President Should Press China on Human Rights, Corporate Espionage
His Holiness, Pope Francis, is scheduled to speak to a joint meeting of Congress this week. Many expect him to speak on human rights and caring for the poor. The Pope has been a powerful advocate for those stuck in poverty around the world. However, Pope Francis will not be the only foreign Head of State in Washington this week. Chinese President Xi Jinping will be spending several days in the United States and meeting with the President on Friday. The media spotlight may be on the Papal address to Congress, but our relationship with China and the continued tensions over a wide range of issues are critical to American workers.
While China has grown in economic and military power, it has not adequately addressed the concerns raised by human rights advocates, American companies affected by cyber attacks, and our Asian allies that are uncomfortable with Chinese military expansion. The state visit should be an opportunity for the President to press the Chinese government on a host of issues that are affecting American businesses and causing concern for our allies in Asia.

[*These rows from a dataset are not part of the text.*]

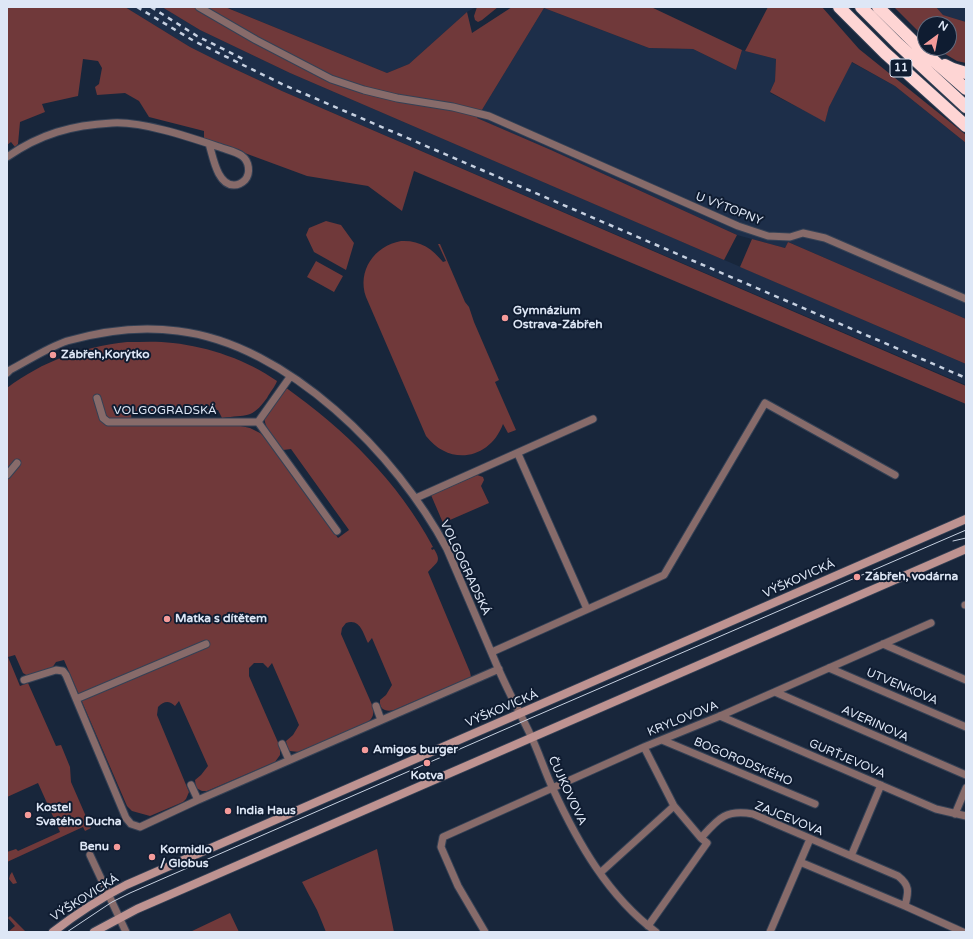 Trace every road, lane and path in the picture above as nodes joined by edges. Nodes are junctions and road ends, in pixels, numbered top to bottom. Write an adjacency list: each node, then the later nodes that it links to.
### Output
1 (199, 7): 14 (street, U VÝTOPNY)
2 (839, 7): 11 (highway, 11)
3 (861, 7): 10 (highway, 11)
4 (878, 7): 5 (highway)
5 (917, 45)
6 (928, 56): 9 (highway)
7 (930, 56): 8 (highway)
8 (966, 73)
9 (966, 89)
10 (966, 106)
11 (966, 126)
12 (209, 144): 12 (street); 13 (street)
13 (7, 157)
14 (966, 299)
15 (8, 369): 16 (street, VOLGOGRADSKÁ)
16 (290, 377): 19 (street); 24 (street, VOLGOGRADSKÁ)
17 (97, 398): 19 (street, VOLGOGRADSKÁ)
18 (593, 419): 20 (street)
19 (258, 422): 26 (street)
20 (518, 454): 24 (street); 28 (street)
21 (17, 463): 22 (street)
22 (7, 475)
23 (895, 475): 28 (street)
24 (416, 498): 32 (street, VOLGOGRADSKÁ)
25 (966, 520): 40 (street, VÝŠKOVICKÁ)
26 (337, 531)
27 (966, 549): 44 (street)
28 (587, 609): 32 (street)
29 (931, 622): 31 (street, KRYLOVOVA)
30 (206, 644): 38 (street)
31 (883, 644): 33 (street, KRYLOVOVA); 36 (street)
32 (492, 652): 34 (street, VOLGOGRADSKÁ)
33 (829, 668): 37 (street, KRYLOVOVA); 43 (street, UTVENKOVA)
34 (499, 669): 40 (street, VOLGOGRADSKÁ); 42 (street)
35 (24, 680): 38 (street)
36 (966, 680)
37 (775, 692): 41 (street, KRYLOVOVA); 49 (street, AVERINOVA)
38 (76, 699): 54 (street)
39 (376, 706): 42 (street)
40 (521, 714): 44 (street, ČUJKOVOVA); 65 (street, VÝŠKOVICKÁ)
41 (720, 716): 45 (street, KRYLOVOVA); 51 (street, GURŤJEVOVA)
42 (382, 720): 48 (street)
43 (966, 727)
44 (532, 738): 52 (street, ČUJKOVOVA); 67 (street)
45 (662, 740): 47 (street, KRYLOVOVA); 55 (street, BOGORODSKÉHO)
46 (282, 744): 48 (street)
47 (644, 747): 52 (street, KRYLOVOVA); 56 (street)
48 (289, 760): 54 (street)
49 (966, 775)
50 (191, 785): 54 (street)
51 (881, 786): 57 (street, GURŤJEVOVA); 62 (street)
52 (552, 788): 64 (street, ČUJKOVOVA); 72 (street, KRYLOVOVA)
53 (966, 788): 57 (street)
54 (198, 800)
55 (815, 804)
56 (674, 806): 60 (street); 64 (street)
57 (955, 814): 58 (street, GURŤJEVOVA)
58 (966, 816)
59 (810, 839): 60 (street, ZAJCEVOVA); 62 (street, ZAJCEVOVA); 63 (street)
60 (704, 841): 68 (street)
61 (90, 855): 65 (street)
62 (851, 856): 66 (street, ZAJCEVOVA)
63 (800, 862): 66 (street); 74 (street)
64 (600, 873): 68 (street, ČUJKOVOVA)
65 (108, 894): 67 (street); 69 (street, VÝŠKOVICKÁ)
66 (905, 906): 75 (street)
67 (120, 918): 70 (street); 71 (street)
68 (648, 926): 73 (street, ČUJKOVOVA)
69 (54, 932)
70 (94, 932)
71 (126, 932)
72 (485, 932)
73 (656, 932)
74 (770, 932)
75 (963, 932)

Corporate espionage has become rampant. According to a July CNN report, the FBI has seen a 53 percent increase in corporate espionage lately, with the “vast majority” of it coming from China. As recently as May of this year, the U.S. Department of Justice charged six Chinese nationals with stealing trade secrets from two American companies. The result of economic espionage costs American companies millions in lost profits and ultimately hurts American workers. Chinese companies gain an unfair and immoral advantage by not investing its own capital in research and development and simply stealing the hard work of American investors and innovators.
America’s steel industry is also feeling the pinch of China’s government propping up its own steel manufacturers. Since 2000, Chinese steel production has increased exponentially, run by state-owned enterprises and supported by government subsidies. These subsidies make it possible for China to ignore free-market forces and sell their steel at a significantly lower price, often as much as 25 percent less than American steel. In Ohio, steel companies are producing the finest steel products in the world. But it is difficult for America to compete with Chinese companies that use its government to subsidize their production. That’s why I joined a group of my colleagues imploring the President to address this issue with the President of China during his visit.

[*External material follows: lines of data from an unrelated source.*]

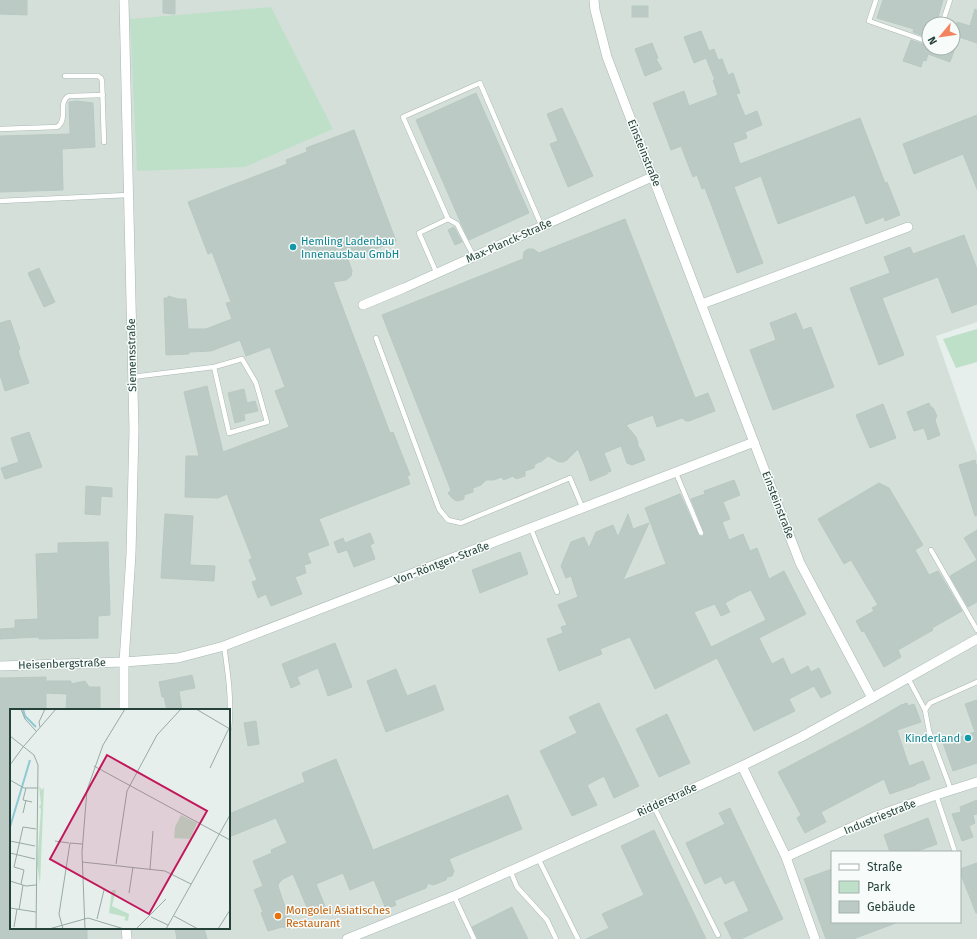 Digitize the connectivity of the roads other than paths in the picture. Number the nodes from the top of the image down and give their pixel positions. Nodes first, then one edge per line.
1 (124, 0) edge
2 (594, 0) edge
3 (876, 0) edge
4 (950, 0) edge
5 (945, 16) edge
6 (921, 39) edge
7 (65, 76) dead end
8 (103, 95) junction
9 (0, 129) edge
10 (104, 142) dead end
11 (654, 176) junction
12 (128, 195) junction
13 (0, 201) edge
14 (448, 219) junction
15 (542, 227) junction
16 (908, 227) dead end
17 (474, 257) junction
18 (437, 274) junction
19 (702, 304) junction
20 (363, 305) dead end
21 (376, 338) dead end
22 (214, 367) junction
23 (132, 377) junction
24 (754, 442) junction
25 (676, 473) junction
26 (583, 509) junction
27 (531, 529) junction
28 (701, 533) dead end
29 (931, 550) dead end
30 (557, 592) dead end
31 (977, 630) edge
32 (977, 639) edge
33 (224, 646) junction
34 (124, 662) junction
35 (0, 666) edge
36 (908, 678) junction
37 (977, 682) edge
38 (872, 698) junction
39 (124, 709) edge
40 (925, 710) junction
41 (230, 721) edge
42 (742, 766) junction
43 (977, 782) edge
44 (951, 790) junction
45 (936, 795) junction
46 (654, 807) junction
47 (955, 851) edge
48 (786, 857) junction
49 (538, 858) junction
50 (510, 870) junction
51 (454, 896) junction
52 (126, 929) edge
53 (718, 936) dead end
54 (127, 939) edge
55 (347, 939) edge
56 (474, 939) edge
57 (556, 939) edge
58 (578, 939) edge
59 (815, 939) edge

1 - 12 street, Siemensstraße
2 - 11 street, Einsteinstraße
3 - 6 lane
4 - 5 lane
7 - 8 lane
8 - 9 lane
8 - 10 lane
11 - 15 street, Max-Planck-Straße
11 - 19 street, Einsteinstraße
12 - 13 lane
12 - 23 street, Siemensstraße
14 - 15 lane
14 - 17 lane
14 - 18 lane
15 - 17 street, Max-Planck-Straße
16 - 19 street
17 - 18 street, Max-Planck-Straße
18 - 20 street, Max-Planck-Straße
19 - 24 street, Einsteinstraße
21 - 26 lane
22 - 22 lane
22 - 23 lane
23 - 34 street, Siemensstraße
24 - 25 street, Von-Röntgen-Straße
24 - 38 street, Einsteinstraße
25 - 26 street, Von-Röntgen-Straße
25 - 28 lane
26 - 27 street, Von-Röntgen-Straße
27 - 30 lane
27 - 33 street, Von-Röntgen-Straße
29 - 31 lane
32 - 36 street, Ridderstraße
33 - 34 street, Von-Röntgen-Straße
33 - 41 lane
34 - 35 street, Heisenbergstraße
34 - 39 street, Siemensstraße
36 - 38 street, Ridderstraße
36 - 40 lane
37 - 40 lane
38 - 42 street, Ridderstraße
40 - 44 lane
42 - 46 street, Ridderstraße
42 - 48 street
43 - 44 street, Industriestraße
44 - 45 street, Industriestraße
45 - 47 lane
45 - 48 street, Industriestraße
46 - 49 street, Ridderstraße
46 - 53 lane
48 - 59 street
49 - 50 street, Ridderstraße
49 - 58 lane
50 - 51 street, Ridderstraße
50 - 57 lane
51 - 55 street, Ridderstraße
51 - 56 lane
52 - 54 street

China’s currency manipulation is another issue President Obama needs to discuss with Jinping. Manipulated currency levels, especially by a nation and economy as large as China’s, have global implications. It makes China’s exports cheaper and doesn’t allow the Yuan to move with market forces, thus hurting American industries.
The expansion of military assets and aggressive posturing in the Pacific Ocean by China’s military is another cause for concern. Chinese claims on the Senkaku Islands, which are also claimed by Japan, and the construction of artificial islands for military purposes in the South China Sea, are setting off alarms in Japan. In response, the Japanese Prime Minister has proposed increasing their military budget to deter any further Chinese expansion.
Finally, the Chinese record on human rights must be addressed. Political dissent and free speech is paramount for an open society. China continues to severely restrict Internet access and jail political dissidents and journalists for speaking out against corruption and the lack of freedoms in China. Political activists and lawyers have been jailed for disagreeing with the Chinese government. According to the Committee to Protect Journalists, China is world leader in the number of journalists in prison, with 44 in 2014. Christian activists contend that religious leaders have had their churches seized or destroyed, with over 1,200 Christian crosses removed by state police.
China has become a key voice in the global economy and a regional power in Asia. But its economic progress is not a substitute for political and individual freedoms. Their protectionist trade practices are hurting American workers and the aggressive actions by the Chinese military is alarming our allies in Asia. This is an opportunity for the President to stand up for American jobs, for our friends abroad, and the victims of China’s human rights abuses. I hope he uses this opportunity wisely.